Getting Started

Before beginning this lab, make sure you’ve:

The video below will walk you through starting a new Rmarkdown file for the first time, finding the file path for the dataset you’re using, and making sure the Rmarkdown file is in the same place as the data.

The RStudio Interface

The goal of this lab is to introduce you to R and RStudio, which you’ll be using throughout the course both to learn the statistical concepts discussed in the course and to analyze real data and come to informed conclusions. To clarify which is which: R is the name of the programming language itself and RStudio is a convenient interface.

As the labs progress, you are encouraged to explore beyond what the labs dictate; a willingness to experiment will make you a much better programmer. Before we get to that stage, however, you need to build some basic fluency in R. Today we begin with the fundamental building blocks of R and RStudio: the interface, reading in data, and basic commands.

Go ahead and launch RStudio. You should see a window that looks like the image shown below.

The panel on the lower left is where the action happens. It’s called the console. Everytime you launch RStudio, it will have the same text at the top of the console telling you the version of R that you’re running. Below that information is the prompt. As its name suggests, this prompt is really a request: a request for a command. Initially, interacting with R is all about typing commands and interpreting the output. These commands and their syntax have evolved over decades (literally) and now provide what many users feel is a fairly natural way to access data and organize, describe, and invoke statistical computations.

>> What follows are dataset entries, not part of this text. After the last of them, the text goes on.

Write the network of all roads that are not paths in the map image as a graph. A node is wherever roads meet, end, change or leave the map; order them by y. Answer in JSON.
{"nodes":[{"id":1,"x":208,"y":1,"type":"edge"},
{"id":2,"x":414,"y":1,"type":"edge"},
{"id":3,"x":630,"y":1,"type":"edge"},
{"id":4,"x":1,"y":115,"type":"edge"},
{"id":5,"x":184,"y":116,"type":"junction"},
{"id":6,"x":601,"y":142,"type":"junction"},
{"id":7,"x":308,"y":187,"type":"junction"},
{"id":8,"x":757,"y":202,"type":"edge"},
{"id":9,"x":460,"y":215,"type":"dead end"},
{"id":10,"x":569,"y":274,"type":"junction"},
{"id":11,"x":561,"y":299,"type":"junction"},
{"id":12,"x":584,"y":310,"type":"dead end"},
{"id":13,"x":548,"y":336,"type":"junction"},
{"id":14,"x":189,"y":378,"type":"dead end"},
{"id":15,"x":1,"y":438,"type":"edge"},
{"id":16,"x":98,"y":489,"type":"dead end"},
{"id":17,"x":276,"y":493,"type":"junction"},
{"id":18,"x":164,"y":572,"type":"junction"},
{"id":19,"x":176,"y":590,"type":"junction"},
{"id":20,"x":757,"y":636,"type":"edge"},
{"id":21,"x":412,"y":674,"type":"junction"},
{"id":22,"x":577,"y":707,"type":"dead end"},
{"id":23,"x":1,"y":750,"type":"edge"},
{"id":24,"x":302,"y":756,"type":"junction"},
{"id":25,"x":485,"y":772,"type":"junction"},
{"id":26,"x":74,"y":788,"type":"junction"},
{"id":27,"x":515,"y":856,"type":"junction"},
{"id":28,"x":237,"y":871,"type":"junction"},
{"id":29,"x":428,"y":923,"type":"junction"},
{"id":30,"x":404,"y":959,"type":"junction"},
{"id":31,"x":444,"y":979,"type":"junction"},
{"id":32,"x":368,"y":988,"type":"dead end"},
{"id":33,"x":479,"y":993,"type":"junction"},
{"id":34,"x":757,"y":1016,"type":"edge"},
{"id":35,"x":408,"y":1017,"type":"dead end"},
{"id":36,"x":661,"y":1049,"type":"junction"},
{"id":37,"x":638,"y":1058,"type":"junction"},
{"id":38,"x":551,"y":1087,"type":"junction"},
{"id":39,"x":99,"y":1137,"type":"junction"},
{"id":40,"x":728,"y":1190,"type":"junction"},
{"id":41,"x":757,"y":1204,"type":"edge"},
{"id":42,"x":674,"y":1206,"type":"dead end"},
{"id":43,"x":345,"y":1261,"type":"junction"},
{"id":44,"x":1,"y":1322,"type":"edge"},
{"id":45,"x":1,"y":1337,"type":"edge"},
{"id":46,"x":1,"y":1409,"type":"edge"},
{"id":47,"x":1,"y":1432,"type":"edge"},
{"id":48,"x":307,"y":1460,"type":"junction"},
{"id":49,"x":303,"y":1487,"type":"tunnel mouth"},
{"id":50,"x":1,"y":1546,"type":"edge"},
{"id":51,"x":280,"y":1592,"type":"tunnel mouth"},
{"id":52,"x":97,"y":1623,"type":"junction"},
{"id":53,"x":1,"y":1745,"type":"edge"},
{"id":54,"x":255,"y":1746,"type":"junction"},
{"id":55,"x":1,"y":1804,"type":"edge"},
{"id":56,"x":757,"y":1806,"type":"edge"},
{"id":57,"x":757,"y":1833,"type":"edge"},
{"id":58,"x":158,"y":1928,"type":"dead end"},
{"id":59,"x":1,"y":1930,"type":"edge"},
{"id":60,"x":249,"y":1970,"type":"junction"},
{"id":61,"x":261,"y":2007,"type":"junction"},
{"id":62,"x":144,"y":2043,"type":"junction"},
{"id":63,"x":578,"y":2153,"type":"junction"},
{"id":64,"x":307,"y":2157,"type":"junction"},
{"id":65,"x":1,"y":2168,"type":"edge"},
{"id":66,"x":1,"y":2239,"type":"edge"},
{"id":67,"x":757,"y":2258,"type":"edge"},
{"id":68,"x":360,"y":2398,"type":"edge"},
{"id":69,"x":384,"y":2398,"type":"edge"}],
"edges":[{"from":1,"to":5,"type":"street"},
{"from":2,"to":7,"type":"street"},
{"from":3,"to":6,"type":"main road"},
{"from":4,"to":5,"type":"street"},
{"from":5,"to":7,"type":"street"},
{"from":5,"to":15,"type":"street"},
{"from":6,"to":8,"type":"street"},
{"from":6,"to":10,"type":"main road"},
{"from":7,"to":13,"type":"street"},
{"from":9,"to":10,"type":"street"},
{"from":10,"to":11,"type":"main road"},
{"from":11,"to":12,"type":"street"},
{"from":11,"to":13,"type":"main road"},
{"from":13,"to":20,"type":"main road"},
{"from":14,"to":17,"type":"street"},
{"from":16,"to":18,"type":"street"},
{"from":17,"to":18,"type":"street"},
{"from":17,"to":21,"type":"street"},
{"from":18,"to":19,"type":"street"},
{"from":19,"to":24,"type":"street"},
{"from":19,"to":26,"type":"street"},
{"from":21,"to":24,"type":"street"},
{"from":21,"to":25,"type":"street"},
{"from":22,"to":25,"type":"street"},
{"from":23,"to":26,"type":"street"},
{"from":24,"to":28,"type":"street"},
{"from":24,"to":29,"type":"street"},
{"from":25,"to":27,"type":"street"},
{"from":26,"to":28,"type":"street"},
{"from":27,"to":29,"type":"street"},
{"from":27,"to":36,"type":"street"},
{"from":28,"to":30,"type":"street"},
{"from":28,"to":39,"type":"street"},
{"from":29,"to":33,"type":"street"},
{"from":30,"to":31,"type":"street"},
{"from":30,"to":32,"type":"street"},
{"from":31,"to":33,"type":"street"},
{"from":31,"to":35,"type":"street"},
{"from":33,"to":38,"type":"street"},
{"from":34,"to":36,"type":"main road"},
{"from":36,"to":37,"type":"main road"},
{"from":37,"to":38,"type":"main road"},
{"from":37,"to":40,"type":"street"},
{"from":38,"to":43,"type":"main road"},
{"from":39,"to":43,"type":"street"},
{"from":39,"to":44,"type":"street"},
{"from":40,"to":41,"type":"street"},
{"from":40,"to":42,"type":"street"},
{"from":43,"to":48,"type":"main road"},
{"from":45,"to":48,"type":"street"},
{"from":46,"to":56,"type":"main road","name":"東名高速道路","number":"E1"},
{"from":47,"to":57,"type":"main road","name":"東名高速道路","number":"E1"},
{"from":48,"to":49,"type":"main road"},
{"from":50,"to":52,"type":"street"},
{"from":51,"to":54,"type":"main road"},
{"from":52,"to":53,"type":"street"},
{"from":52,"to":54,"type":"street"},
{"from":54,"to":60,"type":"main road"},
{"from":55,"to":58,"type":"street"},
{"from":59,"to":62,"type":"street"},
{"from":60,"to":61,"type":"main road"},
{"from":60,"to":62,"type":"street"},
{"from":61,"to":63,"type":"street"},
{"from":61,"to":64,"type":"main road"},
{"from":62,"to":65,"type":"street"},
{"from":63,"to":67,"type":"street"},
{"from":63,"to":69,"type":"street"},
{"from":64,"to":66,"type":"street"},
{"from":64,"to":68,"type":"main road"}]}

The panel in the upper right contains your environment as well as a history of the commands that you’ve previously entered.

Any plots that you generate will show up in the panel in the lower right corner. This is also where you can browse your files, access help, manage packages, etc.

R Packages

R is an open-source programming language, meaning that users can contribute packages that make our lives easier, and we can use them for free. For this lab, and many others in the future, we will use the following R package:

  • The suite of tidyverse packages: for data wrangling and data visualization

If this package is not already available in your R environment, install it by typing the following line of code into the console of your RStudio session, pressing the enter/return key after each one. Note that you can check to see which packages (and which versions) are installed by inspecting the Packages tab in the lower right panel of RStudio.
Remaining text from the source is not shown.